▸ **Exercise**: Output the data that follows, keeping every line identical.

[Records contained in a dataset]
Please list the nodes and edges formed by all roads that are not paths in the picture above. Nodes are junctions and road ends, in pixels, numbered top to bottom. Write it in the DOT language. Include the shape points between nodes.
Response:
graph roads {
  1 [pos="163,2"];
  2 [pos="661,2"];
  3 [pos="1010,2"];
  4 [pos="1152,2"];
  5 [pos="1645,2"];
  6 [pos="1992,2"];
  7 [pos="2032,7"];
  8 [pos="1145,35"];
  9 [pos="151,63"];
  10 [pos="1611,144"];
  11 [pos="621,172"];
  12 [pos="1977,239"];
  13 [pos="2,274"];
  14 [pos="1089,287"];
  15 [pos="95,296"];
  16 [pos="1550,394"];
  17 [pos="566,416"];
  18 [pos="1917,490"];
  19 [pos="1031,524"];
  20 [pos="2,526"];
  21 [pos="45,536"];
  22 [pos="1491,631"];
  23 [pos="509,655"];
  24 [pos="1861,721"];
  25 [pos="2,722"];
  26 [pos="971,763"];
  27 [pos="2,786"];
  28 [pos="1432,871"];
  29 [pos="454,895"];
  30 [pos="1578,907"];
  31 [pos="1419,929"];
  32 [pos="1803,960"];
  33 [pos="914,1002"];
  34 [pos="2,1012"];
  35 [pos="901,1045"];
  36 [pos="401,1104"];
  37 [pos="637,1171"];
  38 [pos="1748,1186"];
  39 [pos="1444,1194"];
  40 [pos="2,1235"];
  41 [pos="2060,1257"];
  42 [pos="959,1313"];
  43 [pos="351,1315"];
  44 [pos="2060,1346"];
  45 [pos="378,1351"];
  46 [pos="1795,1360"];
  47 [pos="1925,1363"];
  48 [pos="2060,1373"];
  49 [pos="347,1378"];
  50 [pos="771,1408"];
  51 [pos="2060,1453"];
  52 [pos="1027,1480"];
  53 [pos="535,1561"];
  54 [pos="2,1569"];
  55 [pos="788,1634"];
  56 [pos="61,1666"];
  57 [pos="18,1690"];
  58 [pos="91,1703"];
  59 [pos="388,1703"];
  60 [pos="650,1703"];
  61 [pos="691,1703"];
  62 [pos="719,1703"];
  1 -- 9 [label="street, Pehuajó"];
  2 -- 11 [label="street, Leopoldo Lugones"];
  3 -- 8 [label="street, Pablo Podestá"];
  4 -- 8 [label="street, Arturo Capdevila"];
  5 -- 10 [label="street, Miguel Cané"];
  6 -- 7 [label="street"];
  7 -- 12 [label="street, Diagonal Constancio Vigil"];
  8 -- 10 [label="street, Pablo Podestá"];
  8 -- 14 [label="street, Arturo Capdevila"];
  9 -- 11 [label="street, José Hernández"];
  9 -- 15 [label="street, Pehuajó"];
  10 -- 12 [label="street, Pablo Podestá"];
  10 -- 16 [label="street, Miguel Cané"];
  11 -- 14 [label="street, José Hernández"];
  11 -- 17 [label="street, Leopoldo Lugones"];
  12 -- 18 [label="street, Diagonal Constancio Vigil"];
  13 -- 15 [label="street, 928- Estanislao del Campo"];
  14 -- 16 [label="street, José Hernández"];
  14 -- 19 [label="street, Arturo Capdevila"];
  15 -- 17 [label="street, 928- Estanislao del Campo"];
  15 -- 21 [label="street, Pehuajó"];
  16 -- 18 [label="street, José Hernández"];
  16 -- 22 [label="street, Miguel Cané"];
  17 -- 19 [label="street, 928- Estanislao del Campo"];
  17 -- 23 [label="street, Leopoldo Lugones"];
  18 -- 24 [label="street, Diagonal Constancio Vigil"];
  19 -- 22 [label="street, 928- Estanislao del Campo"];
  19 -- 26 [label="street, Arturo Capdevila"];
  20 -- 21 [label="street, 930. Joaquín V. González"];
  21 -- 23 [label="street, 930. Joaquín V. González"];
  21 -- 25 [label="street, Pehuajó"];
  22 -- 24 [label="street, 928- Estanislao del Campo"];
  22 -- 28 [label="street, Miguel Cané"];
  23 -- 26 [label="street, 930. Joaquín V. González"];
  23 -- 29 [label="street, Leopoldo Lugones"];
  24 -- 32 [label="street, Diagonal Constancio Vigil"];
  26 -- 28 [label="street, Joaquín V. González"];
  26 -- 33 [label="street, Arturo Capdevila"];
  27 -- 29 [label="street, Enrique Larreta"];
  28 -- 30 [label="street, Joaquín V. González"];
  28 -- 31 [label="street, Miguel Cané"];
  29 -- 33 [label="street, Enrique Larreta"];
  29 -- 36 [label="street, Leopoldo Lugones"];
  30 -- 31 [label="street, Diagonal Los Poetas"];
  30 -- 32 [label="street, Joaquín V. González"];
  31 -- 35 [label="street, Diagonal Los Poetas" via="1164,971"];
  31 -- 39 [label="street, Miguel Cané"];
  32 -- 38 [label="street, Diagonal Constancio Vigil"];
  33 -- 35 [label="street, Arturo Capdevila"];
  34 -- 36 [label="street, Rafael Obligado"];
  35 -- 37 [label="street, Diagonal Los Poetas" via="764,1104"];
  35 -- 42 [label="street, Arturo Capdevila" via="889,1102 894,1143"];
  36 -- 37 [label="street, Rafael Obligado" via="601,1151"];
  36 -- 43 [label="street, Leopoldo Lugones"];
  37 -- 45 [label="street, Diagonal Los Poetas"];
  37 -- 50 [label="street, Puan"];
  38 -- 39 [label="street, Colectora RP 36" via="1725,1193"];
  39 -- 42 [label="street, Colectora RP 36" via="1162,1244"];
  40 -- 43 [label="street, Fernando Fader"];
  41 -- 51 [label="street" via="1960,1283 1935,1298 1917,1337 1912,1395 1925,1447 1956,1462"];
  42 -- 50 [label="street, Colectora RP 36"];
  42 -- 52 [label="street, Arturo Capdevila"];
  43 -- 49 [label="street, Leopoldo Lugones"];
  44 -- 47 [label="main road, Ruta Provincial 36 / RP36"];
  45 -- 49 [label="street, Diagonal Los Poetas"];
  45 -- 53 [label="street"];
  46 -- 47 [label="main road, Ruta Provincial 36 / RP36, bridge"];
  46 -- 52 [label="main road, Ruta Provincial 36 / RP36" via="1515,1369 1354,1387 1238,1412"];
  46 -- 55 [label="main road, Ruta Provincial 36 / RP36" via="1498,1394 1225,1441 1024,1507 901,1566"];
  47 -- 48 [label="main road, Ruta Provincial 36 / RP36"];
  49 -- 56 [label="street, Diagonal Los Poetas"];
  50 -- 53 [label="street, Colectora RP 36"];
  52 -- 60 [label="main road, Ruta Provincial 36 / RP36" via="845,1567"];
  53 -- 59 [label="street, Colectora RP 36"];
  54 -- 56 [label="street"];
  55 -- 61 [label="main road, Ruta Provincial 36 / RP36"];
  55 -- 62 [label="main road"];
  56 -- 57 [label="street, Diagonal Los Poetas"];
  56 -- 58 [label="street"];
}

▸ **Answer area**:
Please list the nodes and edges formed by all roads that are not paths in the picture above. Nodes are junctions and road ends, in pixels, numbered top to bottom. Write it in the DOT language. Include the shape points between nodes.
Response:
graph roads {
  1 [pos="163,2"];
  2 [pos="661,2"];
  3 [pos="1010,2"];
  4 [pos="1152,2"];
  5 [pos="1645,2"];
  6 [pos="1992,2"];
  7 [pos="2032,7"];
  8 [pos="1145,35"];
  9 [pos="151,63"];
  10 [pos="1611,144"];
  11 [pos="621,172"];
  12 [pos="1977,239"];
  13 [pos="2,274"];
  14 [pos="1089,287"];
  15 [pos="95,296"];
  16 [pos="1550,394"];
  17 [pos="566,416"];
  18 [pos="1917,490"];
  19 [pos="1031,524"];
  20 [pos="2,526"];
  21 [pos="45,536"];
  22 [pos="1491,631"];
  23 [pos="509,655"];
  24 [pos="1861,721"];
  25 [pos="2,722"];
  26 [pos="971,763"];
  27 [pos="2,786"];
  28 [pos="1432,871"];
  29 [pos="454,895"];
  30 [pos="1578,907"];
  31 [pos="1419,929"];
  32 [pos="1803,960"];
  33 [pos="914,1002"];
  34 [pos="2,1012"];
  35 [pos="901,1045"];
  36 [pos="401,1104"];
  37 [pos="637,1171"];
  38 [pos="1748,1186"];
  39 [pos="1444,1194"];
  40 [pos="2,1235"];
  41 [pos="2060,1257"];
  42 [pos="959,1313"];
  43 [pos="351,1315"];
  44 [pos="2060,1346"];
  45 [pos="378,1351"];
  46 [pos="1795,1360"];
  47 [pos="1925,1363"];
  48 [pos="2060,1373"];
  49 [pos="347,1378"];
  50 [pos="771,1408"];
  51 [pos="2060,1453"];
  52 [pos="1027,1480"];
  53 [pos="535,1561"];
  54 [pos="2,1569"];
  55 [pos="788,1634"];
  56 [pos="61,1666"];
  57 [pos="18,1690"];
  58 [pos="91,1703"];
  59 [pos="388,1703"];
  60 [pos="650,1703"];
  61 [pos="691,1703"];
  62 [pos="719,1703"];
  1 -- 9 [label="street, Pehuajó"];
  2 -- 11 [label="street, Leopoldo Lugones"];
  3 -- 8 [label="street, Pablo Podestá"];
  4 -- 8 [label="street, Arturo Capdevila"];
  5 -- 10 [label="street, Miguel Cané"];
  6 -- 7 [label="street"];
  7 -- 12 [label="street, Diagonal Constancio Vigil"];
  8 -- 10 [label="street, Pablo Podestá"];
  8 -- 14 [label="street, Arturo Capdevila"];
  9 -- 11 [label="street, José Hernández"];
  9 -- 15 [label="street, Pehuajó"];
  10 -- 12 [label="street, Pablo Podestá"];
  10 -- 16 [label="street, Miguel Cané"];
  11 -- 14 [label="street, José Hernández"];
  11 -- 17 [label="street, Leopoldo Lugones"];
  12 -- 18 [label="street, Diagonal Constancio Vigil"];
  13 -- 15 [label="street, 928- Estanislao del Campo"];
  14 -- 16 [label="street, José Hernández"];
  14 -- 19 [label="street, Arturo Capdevila"];
  15 -- 17 [label="street, 928- Estanislao del Campo"];
  15 -- 21 [label="street, Pehuajó"];
  16 -- 18 [label="street, José Hernández"];
  16 -- 22 [label="street, Miguel Cané"];
  17 -- 19 [label="street, 928- Estanislao del Campo"];
  17 -- 23 [label="street, Leopoldo Lugones"];
  18 -- 24 [label="street, Diagonal Constancio Vigil"];
  19 -- 22 [label="street, 928- Estanislao del Campo"];
  19 -- 26 [label="street, Arturo Capdevila"];
  20 -- 21 [label="street, 930. Joaquín V. González"];
  21 -- 23 [label="street, 930. Joaquín V. González"];
  21 -- 25 [label="street, Pehuajó"];
  22 -- 24 [label="street, 928- Estanislao del Campo"];
  22 -- 28 [label="street, Miguel Cané"];
  23 -- 26 [label="street, 930. Joaquín V. González"];
  23 -- 29 [label="street, Leopoldo Lugones"];
  24 -- 32 [label="street, Diagonal Constancio Vigil"];
  26 -- 28 [label="street, Joaquín V. González"];
  26 -- 33 [label="street, Arturo Capdevila"];
  27 -- 29 [label="street, Enrique Larreta"];
  28 -- 30 [label="street, Joaquín V. González"];
  28 -- 31 [label="street, Miguel Cané"];
  29 -- 33 [label="street, Enrique Larreta"];
  29 -- 36 [label="street, Leopoldo Lugones"];
  30 -- 31 [label="street, Diagonal Los Poetas"];
  30 -- 32 [label="street, Joaquín V. González"];
  31 -- 35 [label="street, Diagonal Los Poetas" via="1164,971"];
  31 -- 39 [label="street, Miguel Cané"];
  32 -- 38 [label="street, Diagonal Constancio Vigil"];
  33 -- 35 [label="street, Arturo Capdevila"];
  34 -- 36 [label="street, Rafael Obligado"];
  35 -- 37 [label="street, Diagonal Los Poetas" via="764,1104"];
  35 -- 42 [label="street, Arturo Capdevila" via="889,1102 894,1143"];
  36 -- 37 [label="street, Rafael Obligado" via="601,1151"];
  36 -- 43 [label="street, Leopoldo Lugones"];
  37 -- 45 [label="street, Diagonal Los Poetas"];
  37 -- 50 [label="street, Puan"];
  38 -- 39 [label="street, Colectora RP 36" via="1725,1193"];
  39 -- 42 [label="street, Colectora RP 36" via="1162,1244"];
  40 -- 43 [label="street, Fernando Fader"];
  41 -- 51 [label="street" via="1960,1283 1935,1298 1917,1337 1912,1395 1925,1447 1956,1462"];
  42 -- 50 [label="street, Colectora RP 36"];
  42 -- 52 [label="street, Arturo Capdevila"];
  43 -- 49 [label="street, Leopoldo Lugones"];
  44 -- 47 [label="main road, Ruta Provincial 36 / RP36"];
  45 -- 49 [label="street, Diagonal Los Poetas"];
  45 -- 53 [label="street"];
  46 -- 47 [label="main road, Ruta Provincial 36 / RP36, bridge"];
  46 -- 52 [label="main road, Ruta Provincial 36 / RP36" via="1515,1369 1354,1387 1238,1412"];
  46 -- 55 [label="main road, Ruta Provincial 36 / RP36" via="1498,1394 1225,1441 1024,1507 901,1566"];
  47 -- 48 [label="main road, Ruta Provincial 36 / RP36"];
  49 -- 56 [label="street, Diagonal Los Poetas"];
  50 -- 53 [label="street, Colectora RP 36"];
  52 -- 60 [label="main road, Ruta Provincial 36 / RP36" via="845,1567"];
  53 -- 59 [label="street, Colectora RP 36"];
  54 -- 56 [label="street"];
  55 -- 61 [label="main road, Ruta Provincial 36 / RP36"];
  55 -- 62 [label="main road"];
  56 -- 57 [label="street, Diagonal Los Poetas"];
  56 -- 58 [label="street"];
}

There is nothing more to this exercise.